Steve C Smith and Peter Phillips
These two mass-settings, both for four voices, were written at different periods in Josquin's long career. La sol fa re mi was published in 1502, whereas Pange lingua was a late work, possibly Josquin's last mass-setting, not published until after his death, in 1539. The change in style is immediately apparent. In the middle of his life, Josquin often liked to tax his powers of invention by setting himself difficult puzzles to solve, but later relaxed until he came to perfect a freer kind of music. In the case of Pange lingua, widely acknowledged as one of his masterpieces, this freedom takes the form of 'a fantasy on a plainsong' (1). In both settings Josquin's mastery of vocal texture may be fully admired: many of his contemporaries needed five or six voices to achieve the kind of sonority which he could conceive with four.

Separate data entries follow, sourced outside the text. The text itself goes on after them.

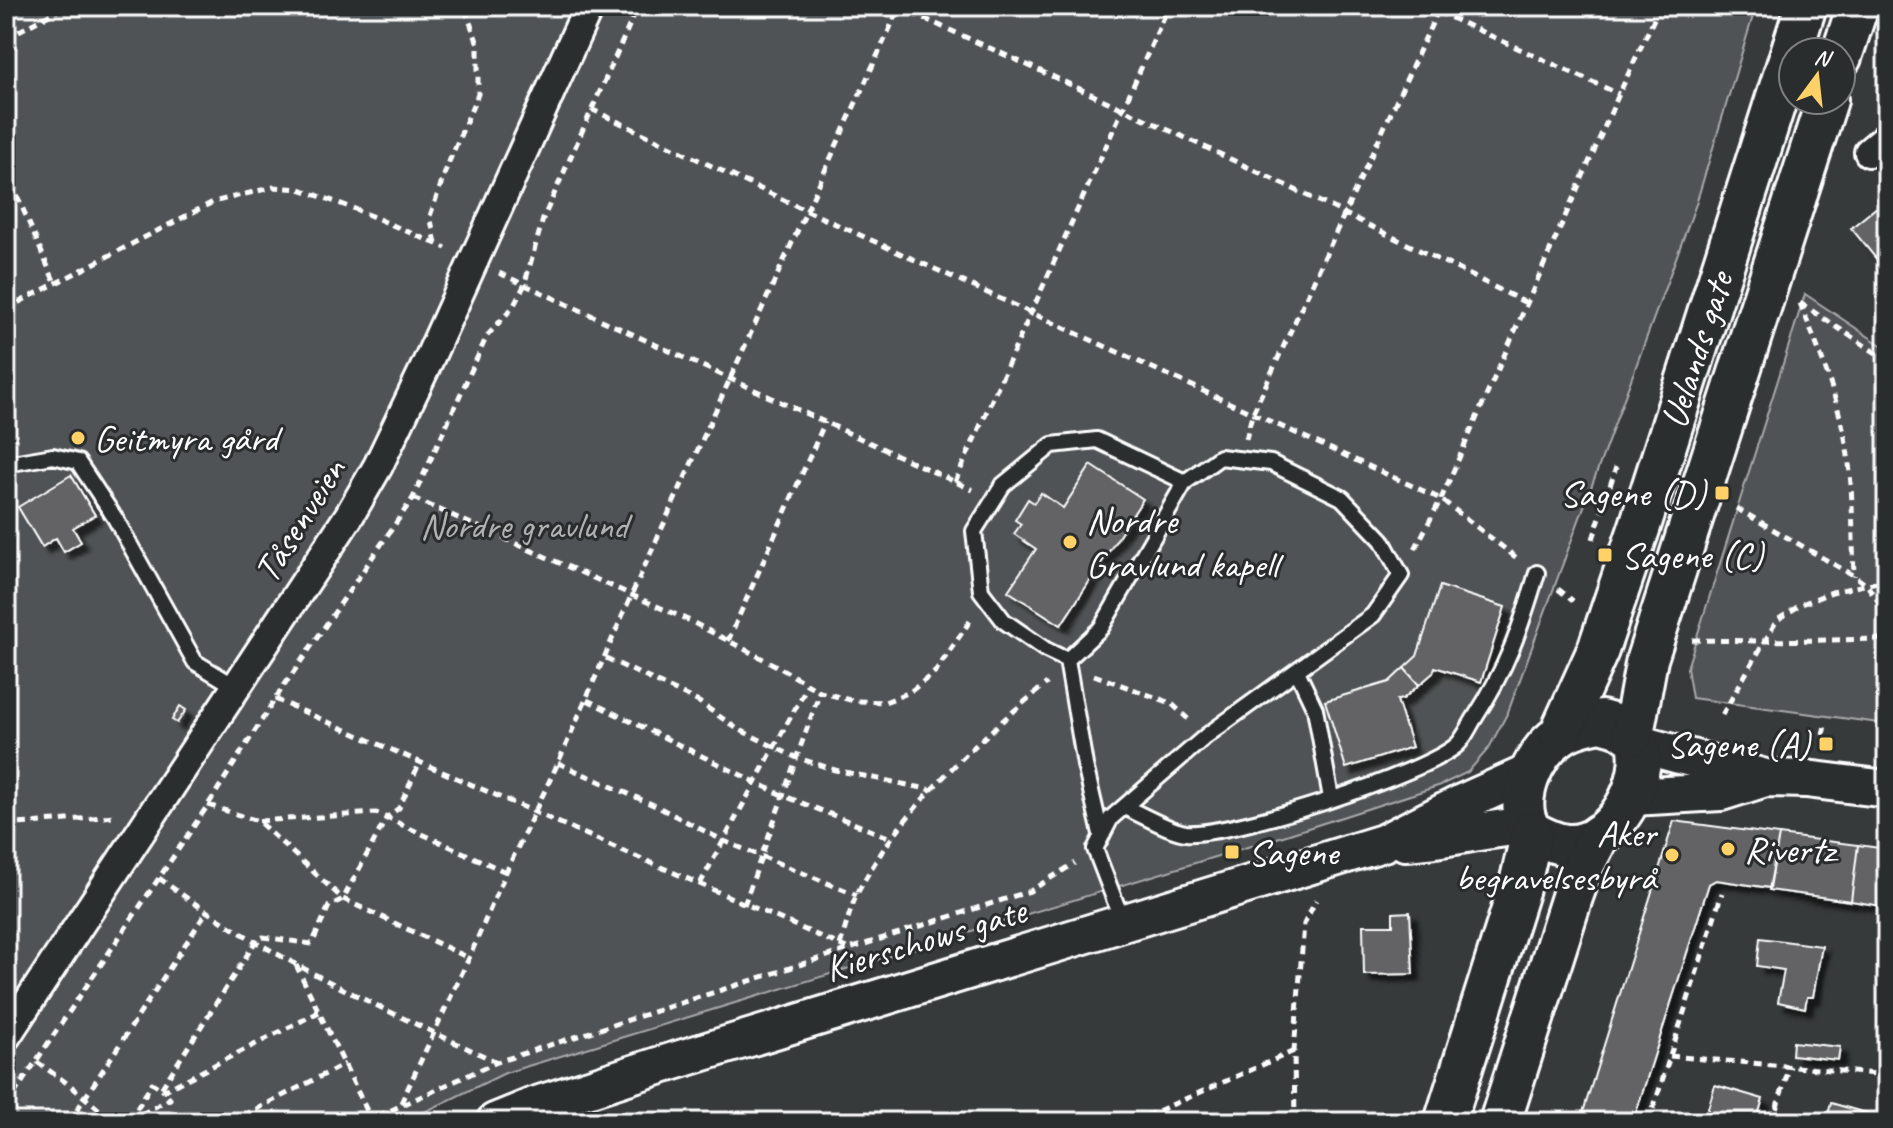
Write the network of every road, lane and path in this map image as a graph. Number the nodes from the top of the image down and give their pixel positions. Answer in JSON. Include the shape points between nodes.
{"nodes":[{"id":1,"x":66,"y":6,"type":"edge"},
{"id":2,"x":464,"y":6,"type":"edge"},
{"id":3,"x":589,"y":6,"type":"edge"},
{"id":4,"x":899,"y":6,"type":"edge"},
{"id":5,"x":1169,"y":6,"type":"edge"},
{"id":6,"x":1425,"y":6,"type":"edge"},
{"id":7,"x":1660,"y":6,"type":"edge"},
{"id":8,"x":1806,"y":6,"type":"edge"},
{"id":9,"x":1858,"y":6,"type":"edge"},
{"id":10,"x":1439,"y":9,"type":"edge"},
{"id":11,"x":1848,"y":36,"type":"edge"},
{"id":12,"x":6,"y":38,"type":"edge"},
{"id":13,"x":1619,"y":94,"type":"junction"},
{"id":14,"x":1122,"y":108,"type":"junction"},
{"id":15,"x":591,"y":109,"type":"dead end"},
{"id":16,"x":1822,"y":116,"type":"edge"},
{"id":17,"x":6,"y":170,"type":"edge"},
{"id":18,"x":805,"y":210,"type":"junction"},
{"id":19,"x":1346,"y":213,"type":"junction"},
{"id":20,"x":437,"y":244,"type":"junction"},
{"id":21,"x":455,"y":251,"type":"dead end"},
{"id":22,"x":491,"y":269,"type":"dead end"},
{"id":23,"x":55,"y":283,"type":"junction"},
{"id":24,"x":1526,"y":303,"type":"junction"},
{"id":25,"x":6,"y":309,"type":"edge"},
{"id":26,"x":1029,"y":312,"type":"junction"},
{"id":27,"x":1887,"y":360,"type":"edge"},
{"id":28,"x":730,"y":379,"type":"junction"},
{"id":29,"x":1252,"y":415,"type":"junction"},
{"id":30,"x":825,"y":422,"type":"junction"},
{"id":31,"x":1240,"y":460,"type":"junction"},
{"id":32,"x":6,"y":464,"type":"edge"},
{"id":33,"x":1616,"y":467,"type":"dead end"},
{"id":34,"x":955,"y":482,"type":"junction"},
{"id":35,"x":1185,"y":482,"type":"junction"},
{"id":36,"x":413,"y":498,"type":"dead end"},
{"id":37,"x":1441,"y":499,"type":"junction"},
{"id":38,"x":993,"y":500,"type":"junction"},
{"id":39,"x":1736,"y":507,"type":"dead end"},
{"id":40,"x":1588,"y":553,"type":"dead end"},
{"id":41,"x":1537,"y":573,"type":"junction"},
{"id":42,"x":1401,"y":575,"type":"junction"},
{"id":43,"x":1854,"y":576,"type":"junction"},
{"id":44,"x":1887,"y":580,"type":"edge"},
{"id":45,"x":1867,"y":585,"type":"junction"},
{"id":46,"x":981,"y":591,"type":"junction"},
{"id":47,"x":631,"y":596,"type":"junction"},
{"id":48,"x":1573,"y":601,"type":"dead end"},
{"id":49,"x":1887,"y":614,"type":"edge"},
{"id":50,"x":1690,"y":639,"type":"dead end"},
{"id":51,"x":1887,"y":639,"type":"edge"},
{"id":52,"x":728,"y":641,"type":"junction"},
{"id":53,"x":1765,"y":641,"type":"junction"},
{"id":54,"x":606,"y":658,"type":"junction"},
{"id":55,"x":1068,"y":667,"type":"junction"},
{"id":56,"x":1297,"y":671,"type":"junction"},
{"id":57,"x":808,"y":685,"type":"junction"},
{"id":58,"x":236,"y":687,"type":"junction"},
{"id":59,"x":820,"y":692,"type":"junction"},
{"id":60,"x":275,"y":699,"type":"dead end"},
{"id":61,"x":587,"y":700,"type":"junction"},
{"id":62,"x":1722,"y":715,"type":"dead end"},
{"id":63,"x":1825,"y":725,"type":"dead end"},
{"id":64,"x":1560,"y":734,"type":"junction"},
{"id":65,"x":1823,"y":735,"type":"dead end"},
{"id":66,"x":1206,"y":736,"type":"junction"},
{"id":67,"x":1636,"y":739,"type":"junction"},
{"id":68,"x":775,"y":747,"type":"junction"},
{"id":69,"x":795,"y":757,"type":"junction"},
{"id":70,"x":420,"y":762,"type":"junction"},
{"id":71,"x":558,"y":763,"type":"junction"},
{"id":72,"x":1531,"y":772,"type":"junction"},
{"id":73,"x":1765,"y":778,"type":"junction"},
{"id":74,"x":755,"y":782,"type":"junction"},
{"id":75,"x":1887,"y":789,"type":"edge"},
{"id":76,"x":932,"y":790,"type":"junction"},
{"id":77,"x":782,"y":795,"type":"junction"},
{"id":78,"x":1632,"y":797,"type":"junction"},
{"id":79,"x":1331,"y":798,"type":"junction"},
{"id":80,"x":208,"y":805,"type":"dead end"},
{"id":81,"x":1124,"y":807,"type":"junction"},
{"id":82,"x":536,"y":811,"type":"junction"},
{"id":83,"x":387,"y":817,"type":"junction"},
{"id":84,"x":149,"y":818,"type":"junction"},
{"id":85,"x":258,"y":821,"type":"junction"},
{"id":86,"x":6,"y":825,"type":"edge"},
{"id":87,"x":1529,"y":829,"type":"junction"},
{"id":88,"x":1101,"y":834,"type":"junction"},
{"id":89,"x":1599,"y":835,"type":"junction"},
{"id":90,"x":893,"y":839,"type":"junction"},
{"id":91,"x":724,"y":841,"type":"junction"},
{"id":92,"x":1383,"y":843,"type":"junction"},
{"id":93,"x":1095,"y":849,"type":"junction"},
{"id":94,"x":762,"y":856,"type":"junction"},
{"id":95,"x":506,"y":872,"type":"junction"},
{"id":96,"x":159,"y":878,"type":"dead end"},
{"id":97,"x":700,"y":884,"type":"junction"},
{"id":98,"x":1722,"y":893,"type":"dead end"},
{"id":99,"x":857,"y":895,"type":"junction"},
{"id":100,"x":1319,"y":895,"type":"dead end"},
{"id":101,"x":343,"y":899,"type":"junction"},
{"id":102,"x":744,"y":905,"type":"junction"},
{"id":103,"x":207,"y":911,"type":"junction"},
{"id":104,"x":1123,"y":922,"type":"junction"},
{"id":105,"x":256,"y":941,"type":"junction"},
{"id":106,"x":840,"y":945,"type":"junction"},
{"id":107,"x":850,"y":949,"type":"junction"},
{"id":108,"x":469,"y":958,"type":"junction"},
{"id":109,"x":295,"y":964,"type":"junction"},
{"id":110,"x":319,"y":1012,"type":"junction"},
{"id":111,"x":434,"y":1032,"type":"junction"},
{"id":112,"x":6,"y":1036,"type":"edge"},
{"id":113,"x":1294,"y":1051,"type":"junction"},
{"id":114,"x":1670,"y":1056,"type":"junction"},
{"id":115,"x":37,"y":1062,"type":"dead end"},
{"id":116,"x":497,"y":1062,"type":"junction"},
{"id":117,"x":345,"y":1064,"type":"junction"},
{"id":118,"x":1790,"y":1066,"type":"junction"},
{"id":119,"x":1887,"y":1075,"type":"edge"},
{"id":120,"x":162,"y":1090,"type":"junction"},
{"id":121,"x":85,"y":1098,"type":"junction"},
{"id":122,"x":401,"y":1103,"type":"junction"},
{"id":123,"x":132,"y":1117,"type":"junction"},
{"id":124,"x":368,"y":1120,"type":"edge"},
{"id":125,"x":69,"y":1122,"type":"edge"},
{"id":126,"x":114,"y":1122,"type":"edge"},
{"id":127,"x":125,"y":1122,"type":"edge"},
{"id":128,"x":231,"y":1122,"type":"edge"},
{"id":129,"x":495,"y":1122,"type":"edge"},
{"id":130,"x":1133,"y":1122,"type":"edge"},
{"id":131,"x":1295,"y":1122,"type":"edge"},
{"id":132,"x":1445,"y":1122,"type":"edge"},
{"id":133,"x":1500,"y":1122,"type":"edge"},
{"id":134,"x":1649,"y":1122,"type":"edge"},
{"id":135,"x":1772,"y":1122,"type":"edge"}],
"edges":[{"from":1,"to":12,"type":"path"},
{"from":2,"to":20,"type":"path","via":[[478,44],[478,94],[430,216]]},
{"from":3,"to":58,"type":"street","name":"Tåsenveien","via":[[378,466]]},
{"from":4,"to":14,"type":"path"},
{"from":4,"to":18,"type":"path"},
{"from":5,"to":14,"type":"path"},
{"from":6,"to":10,"type":"path"},
{"from":7,"to":13,"type":"path"},
{"from":8,"to":64,"type":"main road","name":"Uelands gate","via":[[1640,526],[1598,650]]},
{"from":9,"to":11,"type":"main road"},
{"from":10,"to":13,"type":"path"},
{"from":10,"to":19,"type":"path"},
{"from":13,"to":24,"type":"path"},
{"from":14,"to":19,"type":"path"},
{"from":14,"to":26,"type":"path"},
{"from":15,"to":18,"type":"path"},
{"from":16,"to":67,"type":"main road","name":"Uelands gate","via":[[1647,659]]},
{"from":17,"to":23,"type":"path"},
{"from":18,"to":26,"type":"path"},
{"from":18,"to":28,"type":"path"},
{"from":19,"to":24,"type":"path"},
{"from":19,"to":29,"type":"path"},
{"from":20,"to":21,"type":"path"},
{"from":20,"to":23,"type":"path","via":[[300,189],[274,187],[213,202]]},
{"from":22,"to":28,"type":"path"},
{"from":23,"to":25,"type":"path"},
{"from":24,"to":37,"type":"path"},
{"from":26,"to":29,"type":"path"},
{"from":26,"to":34,"type":"path"},
{"from":27,"to":43,"type":"path","via":[[1799,302],[1844,433]]},
{"from":28,"to":30,"type":"path"},
{"from":28,"to":47,"type":"path"},
{"from":29,"to":31,"type":"path"},
{"from":29,"to":37,"type":"path"},
{"from":30,"to":34,"type":"path"},
{"from":30,"to":52,"type":"path"},
{"from":31,"to":35,"type":"lane","via":[[1220,457]]},
{"from":31,"to":42,"type":"lane","via":[[1271,463],[1342,498],[1382,540]]},
{"from":32,"to":58,"type":"lane","via":[[53,456],[78,462],[195,662]]},
{"from":33,"to":40,"type":"path"},
{"from":34,"to":38,"type":"path"},
{"from":35,"to":38,"type":"lane","via":[[1097,440],[1052,445],[1003,485]]},
{"from":35,"to":55,"type":"lane","via":[[1101,628]]},
{"from":36,"to":47,"type":"path"},
{"from":37,"to":41,"type":"path"},
{"from":37,"to":42,"type":"path"},
{"from":38,"to":46,"type":"lane","via":[[974,531]]},
{"from":39,"to":43,"type":"path"},
{"from":41,"to":48,"type":"path"},
{"from":41,"to":79,"type":"lane","via":[[1515,645],[1458,744],[1421,765]]},
{"from":42,"to":56,"type":"lane","via":[[1373,615]]},
{"from":43,"to":45,"type":"path"},
{"from":44,"to":45,"type":"path"},
{"from":45,"to":49,"type":"path"},
{"from":45,"to":53,"type":"path","via":[[1802,604],[1777,620]]},
{"from":46,"to":55,"type":"lane","via":[[1004,621]]},
{"from":46,"to":59,"type":"path","via":[[974,614],[936,671],[910,692],[885,702]]},
{"from":47,"to":52,"type":"path"},
{"from":47,"to":54,"type":"path"},
{"from":50,"to":53,"type":"path"},
{"from":51,"to":53,"type":"path"},
{"from":52,"to":57,"type":"path"},
{"from":53,"to":62,"type":"path"},
{"from":54,"to":61,"type":"path"},
{"from":54,"to":68,"type":"path","via":[[699,702]]},
{"from":55,"to":66,"type":"path","via":[[1171,703]]},
{"from":55,"to":76,"type":"path","via":[[996,726]]},
{"from":55,"to":88,"type":"lane"},
{"from":56,"to":66,"type":"lane"},
{"from":56,"to":79,"type":"lane","via":[[1315,709]]},
{"from":57,"to":59,"type":"path"},
{"from":57,"to":68,"type":"path"},
{"from":58,"to":84,"type":"street","name":"Tåsenveien"},
{"from":59,"to":69,"type":"path"},
{"from":60,"to":70,"type":"path"},
{"from":61,"to":71,"type":"path"},
{"from":61,"to":74,"type":"path"},
{"from":63,"to":65,"type":"path"},
{"from":64,"to":67,"type":"main road","via":[[1601,721]]},
{"from":64,"to":72,"type":"main road","name":"Uelands gate"},
{"from":66,"to":81,"type":"lane"},
{"from":67,"to":73,"type":"street"},
{"from":67,"to":78,"type":"main road","name":"Uelands gate","via":[[1640,769]]},
{"from":68,"to":69,"type":"path"},
{"from":68,"to":74,"type":"path"},
{"from":69,"to":76,"type":"path"},
{"from":69,"to":77,"type":"path"},
{"from":70,"to":82,"type":"path"},
{"from":70,"to":83,"type":"path","via":[[399,808]]},
{"from":71,"to":82,"type":"path"},
{"from":71,"to":91,"type":"path"},
{"from":72,"to":87,"type":"main road","name":"Uelands gate","via":[[1525,797]]},
{"from":72,"to":92,"type":"street","name":"Kierschows gate"},
{"from":73,"to":75,"type":"street"},
{"from":73,"to":78,"type":"street","via":[[1721,792]]},
{"from":74,"to":77,"type":"path"},
{"from":74,"to":91,"type":"path"},
{"from":76,"to":90,"type":"path"},
{"from":77,"to":90,"type":"path"},
{"from":77,"to":94,"type":"path"},
{"from":78,"to":89,"type":"main road","name":"Uelands gate"},
{"from":79,"to":81,"type":"lane","via":[[1219,832],[1184,833]]},
{"from":80,"to":85,"type":"path"},
{"from":81,"to":88,"type":"lane"},
{"from":82,"to":95,"type":"path"},
{"from":82,"to":97,"type":"path"},
{"from":83,"to":85,"type":"path","via":[[376,813]]},
{"from":83,"to":95,"type":"path"},
{"from":83,"to":101,"type":"path"},
{"from":84,"to":86,"type":"path","via":[[102,815]]},
{"from":84,"to":112,"type":"street","name":"Tåsenveien"},
{"from":85,"to":101,"type":"path"},
{"from":87,"to":89,"type":"main road","via":[[1568,845]]},
{"from":87,"to":92,"type":"street","name":"Kierschows gate","via":[[1496,827],[1427,841]]},
{"from":87,"to":132,"type":"main road","name":"Uelands gate","via":[[1527,860]]},
{"from":88,"to":93,"type":"lane"},
{"from":89,"to":133,"type":"main road","name":"Uelands gate","via":[[1576,886]]},
{"from":90,"to":99,"type":"path"},
{"from":91,"to":94,"type":"path"},
{"from":91,"to":97,"type":"path"},
{"from":92,"to":104,"type":"street","name":"Kierschows gate"},
{"from":93,"to":104,"type":"lane"},
{"from":93,"to":107,"type":"path","via":[[1030,891]]},
{"from":94,"to":99,"type":"path"},
{"from":94,"to":102,"type":"path"},
{"from":95,"to":108,"type":"path"},
{"from":96,"to":103,"type":"path"},
{"from":97,"to":102,"type":"path"},
{"from":98,"to":114,"type":"path"},
{"from":99,"to":106,"type":"path"},
{"from":100,"to":113,"type":"path","via":[[1304,924]]},
{"from":101,"to":105,"type":"path","via":[[329,906],[312,944],[263,937]]},
{"from":101,"to":108,"type":"path"},
{"from":102,"to":106,"type":"path"},
{"from":103,"to":105,"type":"path"},
{"from":103,"to":121,"type":"path"},
{"from":104,"to":129,"type":"street","name":"Kierschows gate","via":[[607,1082]]},
{"from":105,"to":109,"type":"path"},
{"from":105,"to":120,"type":"path"},
{"from":106,"to":107,"type":"path"},
{"from":107,"to":116,"type":"path"},
{"from":108,"to":111,"type":"path"},
{"from":109,"to":110,"type":"path"},
{"from":109,"to":111,"type":"path"},
{"from":110,"to":117,"type":"path"},
{"from":110,"to":120,"type":"path"},
{"from":111,"to":116,"type":"path"},
{"from":111,"to":122,"type":"path"},
{"from":113,"to":130,"type":"path"},
{"from":113,"to":131,"type":"path"},
{"from":114,"to":118,"type":"path"},
{"from":114,"to":134,"type":"path"},
{"from":115,"to":121,"type":"path"},
{"from":116,"to":122,"type":"path"},
{"from":117,"to":124,"type":"path"},
{"from":117,"to":128,"type":"path"},
{"from":118,"to":119,"type":"path"},
{"from":118,"to":135,"type":"path"},
{"from":120,"to":123,"type":"path","via":[[152,1083]]},
{"from":120,"to":123,"type":"path","via":[[170,1099]]},
{"from":121,"to":125,"type":"path"},
{"from":121,"to":126,"type":"path"},
{"from":122,"to":124,"type":"path"},
{"from":123,"to":127,"type":"path"}]}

By taking a plainsong melody for his setting entitled Pange lingua, Josquin gave himself much more scope than in La sol fa re mi. However he decided to extend this freedom by writing such expansive vocal lines that it is sometimes impossible to tell whether the melody is being 'paraphrased' or not. At any rate it was in this work that Josquin finally made the art of imitation, by which all the voices must be treated as being equal, of primary importance. This technique had profound repercussions for later renaissance music throughout Europe.
The Pange lingua chant was originally intended as a hymn for the feast of Corpus Christi. It may be heard clearly in Josquin's setting in the soprano part of the final 'Agnus Dei' where it at last emerges in recognisable form. Elsewhere it tends to be the soprano part which makes the most obvious references to the melody, for instance in the Kyrie, at the beginning of the Gloria and at the 'Et incarnatus est'. For the rest, fragments appear and disappear, either forming part of longer, quite new melodies, or abbreviated into one of Josquin's characteristically terse rhythmic units. In this way he achieved the variety of expression which has led to this mass being so widely admired.
La sol fa re mi, as its name implies, is based on the solmisation notes which these syllables represented in the medieval scale: A, G, F, D and E. Virtually the whole mass is derived from this single five-note phrase, which may be clearly heard in different note-lengths and occasionally in different pitches in one or other of the parts. It is mostly found in the tenor (which in fact does not differ significantly in tessitura from the alto part). To write an entire mass-setting which strictly retains the statement of five notes throughout as a kind of very abrupt cantus firmus is an astonishing feat of sheer inventiveness. Josquin had tried out the same technique in an earlier mass entitled Faisant regretz (based on 'fa re mi re') but had there allowed himself the opportunity of transposing the ostinato up and down by step, a procedure which was commonly followed by other composers of the time, like Obrecht and Isaac. The technique of La sol fa re mi, on the other hand, was sophisticated and rare.
However it was not Josquin's idea in the first place to use these notes. According to Glareanus, writing in 1547 (2), they originated in mimicry of an unknown potentate who used to send away importunate suitors with the words 'Lascia fare mi' (Leave it to me). Whether this is true or not(3), a number of popular songs of the time were written around the phrase. Apart from basing the tenor on it almost exclusively, Josquin was able to lend it to the other parts in his mass-setting by the technique of initial imitation, for instance in the 'Christe' and first 'Hosanna'. The 'Pleni sunt' is imitative throughout. Only once (in the bass part at the end of the 'Christe') is the ostinato transposed to begin on D (subsequently necessitating a B flat). Otherwise, in more than two hundred repetitions, it starts on A or E. Perhaps the finest moment comes at the very end of the 'Agnus Dei' (I and III) where the note-lengths of the ostinato become shorter and shorter as the mystical nature of the music intensifies.
© 1986 rev. 1993, Peter Phillips
(1) Gustave Reese, Music in the Renaissance (1954) p. 244
(2) Henricus Glareanus, Dodecachordon (1547)
(3) In his entry on Josquin, in D.E.U.M.M. (Turin, UTET, 1985, Le biografie, II, p.472), Nino Pirrotta maintains that these five notes were inspired by the words 'Lassa fare a mi/Non ti curare' (Leave it to me, I'll deal with it), which begin a barzelletta attributed to Serafino Aquilano, a friend of Josquin. It appears that Aquilano's humorous song alludes to Cardinal Ascanio Sforza, his protector, who was known for making promises he could not fulfil.